While in Italy, on our way to the Piazzale Michelangelo, my group stopped on the Ponte Vecchio to snap some photos of the bridge at night. After a couple of photos, we noticed that an Italian musician was setting up and beginning to play some songs. Oh, and he was good. A particularly wild Italian woman was trying to convince the crowd to get up and dance with her to no avail. She even got up and gave the musician a sloppy kiss on the cheek when he played “Sweet Dreams” by Eurythmics. I took a picture of our little group then asked a stranger to take a group photo (none of which turned out) and while I was posing, the woman continued trying to recruit dancers. An image appeared in my mind of us all jumping up and dancing with the woman after someone re-taking the, what I imagined to be, perfect photo (it wasn’t).
However, when I turned around and told the group of my image, everyone stared at me like I had five heads. I mimed dancing to encourage them and the woman caught sight and grabbed me dragging me out onto the street. So, of course, I started wildly dancing with her after she kissed and hugged me several times while thanking me endlessly. I turned to the group and saw that they all had out their cameras. The song “Don’t Worry, Be Happy” came on and my friend, Susie, joined us in our dance. After making fools of ourselves for what seemed like endless minutes, some other girls joined us. The Italian woman was ecstatic. I must say, my favorite part about it all was that the dancing wasn’t even good; it was horrible and silly. At one point, she started doing what appeared to be an Irish jig.
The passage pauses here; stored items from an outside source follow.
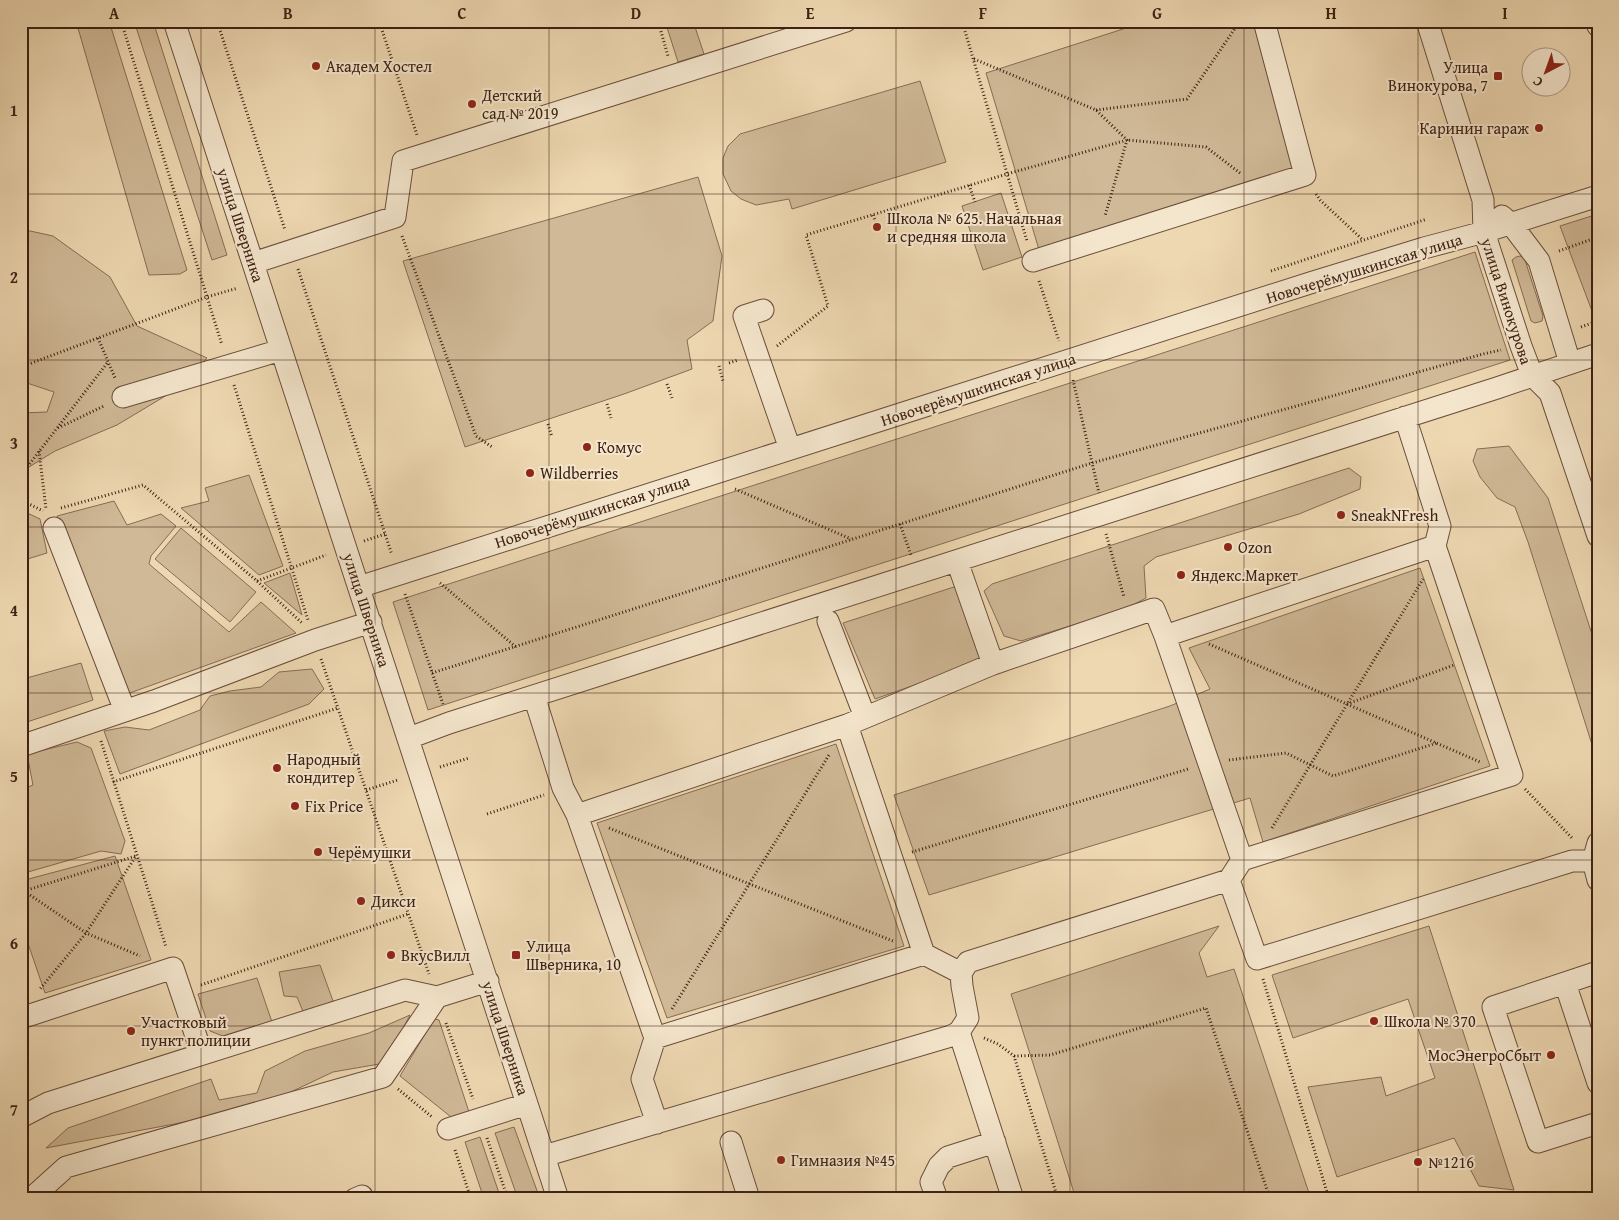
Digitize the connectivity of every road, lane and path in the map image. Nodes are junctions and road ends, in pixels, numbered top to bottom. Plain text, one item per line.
1 (121, 21) edge
2 (174, 21) edge
3 (217, 21) edge
4 (379, 21) edge
5 (658, 21) edge
6 (846, 21) edge
7 (962, 21) edge
8 (1240, 21) edge
9 (1264, 21) edge
10 (1427, 21) edge
11 (1596, 21) edge
12 (1598, 26) edge
13 (973, 59) junction
14 (666, 79) junction
15 (1096, 110) junction
16 (1127, 140) junction
17 (424, 155) junction
18 (1007, 174) junction
19 (1305, 175) junction
20 (969, 185) junction
21 (1261, 189) junction
22 (1598, 196) edge
23 (1483, 200) junction
24 (975, 202) dead end
25 (872, 215) junction
26 (395, 217) junction
27 (1511, 224) junction
28 (878, 227) dead end
29 (1484, 232) junction
30 (1598, 237) edge
31 (1098, 240) junction
32 (1364, 240) dead end
33 (292, 250) junction
34 (1559, 251) dead end
35 (1033, 261) joint
36 (253, 263) junction
37 (207, 297) junction
38 (763, 310) dead end
39 (98, 338) junction
40 (776, 346) dead end
41 (281, 350) junction
42 (1483, 354) dead end
43 (1598, 354) edge
44 (108, 362) junction
45 (1570, 363) junction
46 (228, 365) junction
47 (719, 366) dead end
48 (21, 367) edge
49 (1532, 376) junction
50 (723, 381) dead end
51 (667, 384) dead end
52 (1550, 394) junction
53 (123, 397) junction
54 (672, 398) dead end
55 (608, 404) dead end
56 (1405, 417) junction
57 (611, 418) dead end
58 (548, 424) dead end
59 (56, 429) junction
60 (552, 437) dead end
61 (492, 447) dead end
62 (790, 449) junction
63 (39, 451) junction
64 (724, 469) junction
65 (21, 475) edge
66 (21, 500) edge
67 (55, 519) joint
68 (1106, 533) dead end
69 (1598, 536) edge
70 (851, 540) junction
71 (1436, 550) junction
72 (957, 561) junction
73 (292, 568) junction
74 (398, 574) junction
75 (433, 578) dead end
76 (257, 581) junction
77 (359, 587) junction
78 (1130, 618) junction
79 (828, 621) dead end
80 (371, 622) junction
81 (1172, 634) junction
82 (314, 636) junction
83 (516, 646) junction
84 (1472, 659) junction
85 (993, 664) junction
86 (432, 673) junction
87 (534, 696) junction
88 (1347, 704) junction
89 (338, 708) junction
90 (125, 711) junction
91 (856, 721) junction
92 (95, 722) junction
93 (449, 723) junction
94 (409, 738) junction
95 (1437, 743) junction
96 (21, 746) edge
97 (469, 758) dead end
98 (1481, 762) dead end
99 (1208, 763) junction
100 (1310, 764) junction
101 (420, 773) junction
102 (1512, 775) junction
103 (113, 782) junction
104 (563, 788) junction
105 (366, 790) junction
106 (487, 814) dead end
107 (577, 815) junction
108 (136, 856) junction
109 (892, 858) junction
110 (1248, 858) junction
111 (1596, 859) edge
112 (1229, 880) junction
113 (749, 884) junction
114 (23, 891) edge
115 (408, 914) junction
116 (86, 933) junction
117 (924, 954) junction
118 (1256, 959) junction
119 (173, 968) junction
120 (1598, 972) edge
121 (961, 973) junction
122 (48, 979) dead end
123 (488, 981) junction
124 (1564, 983) junction
125 (181, 992) junction
126 (437, 997) junction
127 (672, 1010) dead end
128 (21, 1018) edge
129 (959, 1032) junction
130 (654, 1038) junction
131 (1593, 1053) edge
132 (202, 1054) junction
133 (1014, 1056) junction
134 (1598, 1083) edge
135 (527, 1104) junction
136 (21, 1117) edge
137 (480, 1119) junction
138 (657, 1123) junction
139 (1598, 1123) edge
140 (448, 1129) dead end
141 (731, 1142) dead end
142 (995, 1142) junction
143 (544, 1156) junction
144 (32, 1199) edge
145 (355, 1199) edge
146 (363, 1199) edge
147 (508, 1199) edge
148 (558, 1199) edge
149 (749, 1199) edge
150 (937, 1199) edge
151 (1012, 1199) edge
152 (1058, 1199) edge
153 (1270, 1199) edge
154 (1329, 1199) edge

1 - 37 path
2 - 36 street, улица Шверника
3 - 33 path
4 - 17 path
5 - 14 path
6 - 14 street
7 - 13 path
8 - 15 path
9 - 19 street
10 - 23 street, улица Винокурова
11 - 12 street
13 - 15 path
13 - 18 path
14 - 17 street
15 - 16 path
16 - 18 path
16 - 21 path
16 - 31 path
17 - 26 street
18 - 20 path
18 - 35 path
19 - 21 street
19 - 32 path
20 - 24 path
20 - 25 path
21 - 31 street
22 - 27 street, Новочерёмушкинская улица
23 - 27 street, улица Винокурова
23 - 29 street, улица Винокурова
25 - 28 path
25 - 40 path
26 - 33 street
26 - 61 path
27 - 29 street, Новочерёмушкинская улица
27 - 45 street, улица Винокурова
29 - 49 street, улица Винокурова
29 - 62 street, Новочерёмушкинская улица
30 - 34 path
31 - 35 street
33 - 36 street
33 - 74 path
36 - 41 street, улица Шверника
37 - 39 path
37 - 46 path
38 - 62 street
39 - 44 path
39 - 48 path
41 - 46 street
41 - 77 street, улица Шверника
42 - 70 path
43 - 45 street
44 - 53 path
44 - 59 path
45 - 49 street
45 - 52 street
46 - 53 street
46 - 73 path
47 - 50 path
49 - 52 street, улица Винокурова
49 - 56 street
51 - 54 path
52 - 69 street, улица Винокурова
53 - 59 path
55 - 57 path
56 - 71 street
56 - 72 street
58 - 60 path
59 - 63 path
62 - 64 street, Новочерёмушкинская улица
63 - 65 path
63 - 66 path
64 - 70 path
64 - 74 street, Новочерёмушкинская улица
67 - 76 path
67 - 90 street
68 - 78 path
70 - 83 path
71 - 81 street
71 - 84 street
71 - 88 path
72 - 85 street
72 - 87 street
73 - 76 path
73 - 82 path
74 - 77 street, Новочерёмушкинская улица
74 - 86 path
75 - 83 path
76 - 82 path
77 - 80 street, улица Шверника
78 - 81 street
78 - 85 street
79 - 91 street
80 - 82 street
80 - 94 street, улица Шверника
81 - 88 path
81 - 99 street
82 - 89 path
82 - 90 street
83 - 86 path
84 - 88 path
84 - 102 street
85 - 91 street
86 - 93 path
87 - 93 street
87 - 104 street
88 - 95 path
88 - 100 path
89 - 103 path
89 - 105 path
90 - 92 street
91 - 107 street
91 - 109 street
91 - 113 path
92 - 96 street
92 - 103 path
93 - 94 street
94 - 101 street, улица Шверника
95 - 98 path
95 - 100 path
97 - 101 path
99 - 100 path
99 - 109 path
99 - 110 street
100 - 110 path
101 - 105 path
101 - 123 street, улица Шверника
102 - 110 street
102 - 111 path
103 - 108 path
104 - 106 path
104 - 107 street
105 - 115 path
107 - 113 path
107 - 130 street
108 - 114 path
108 - 116 path
108 - 119 path
109 - 117 street
110 - 112 street
111 - 118 street
112 - 118 street
112 - 121 street
113 - 117 path
113 - 127 path
114 - 116 path
115 - 125 path
115 - 126 path
116 - 119 path
116 - 122 path
117 - 121 street
117 - 130 street
118 - 154 path
119 - 125 street
119 - 128 street
120 - 124 street
121 - 129 street
123 - 126 street
123 - 135 street, улица Шверника
124 - 131 street
124 - 139 street
125 - 132 street
126 - 132 street
126 - 137 path
126 - 144 street
129 - 133 path
129 - 138 street
129 - 142 street
130 - 138 street
131 - 134 street
132 - 136 street
133 - 152 path
133 - 153 path
135 - 137 street
135 - 143 street, улица Шверника
137 - 140 street
137 - 147 path
138 - 143 street
141 - 149 street
142 - 150 street
142 - 151 street
143 - 148 street, улица Шверника
145 - 146 street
Soon after the jig, several more people joined the dance until the song ended. Everyone cheered and tipped the musician. I’d like to note that NONE of the men of our group joined the dance. I scolded them after, my main argument being that when would you ever have such a perfect, spontaneous moment like this in a foreign country? Alas, some people have no sense of adventure it seems.
We all retreated to the side of the road to finish our drinks and enjoy the music. When Susie and I noticed the song “Mad World” came on, we realized that a slow dance was in order. A couple was already engaged in a very convincing waltz-esque dance and Susie insisted she needed a dance partner. Once again, none of the boys seemed up to it but one, who upon briefly demonstrating his talents, was quickly ruled out as an acceptable dance partner. Finally, Susie asked our friend Coleman. He agreed. A romantic Italian song began and the two ran off to center stage to dance. Needless to say, the moment was moving and magical. The song ended and everyone sat back down and enjoyed the music. Coleman complimented Susie on her taking charge and asking him to dance. We sipped our drinks until the musician packed up and we went home. Piazzale Michelangelo would have to wait for another day. For most of us, it was a night to remember.
So, the moral here is that the next time you are offered the chance to make a fool of yourself and have a good time, remember, when’s the last time you danced on the Ponte Vecchio in Florence at night while listening to an Italian musician play “Don’t Worry, Be Happy”?
When you get the choice to sit it out or dance, dance!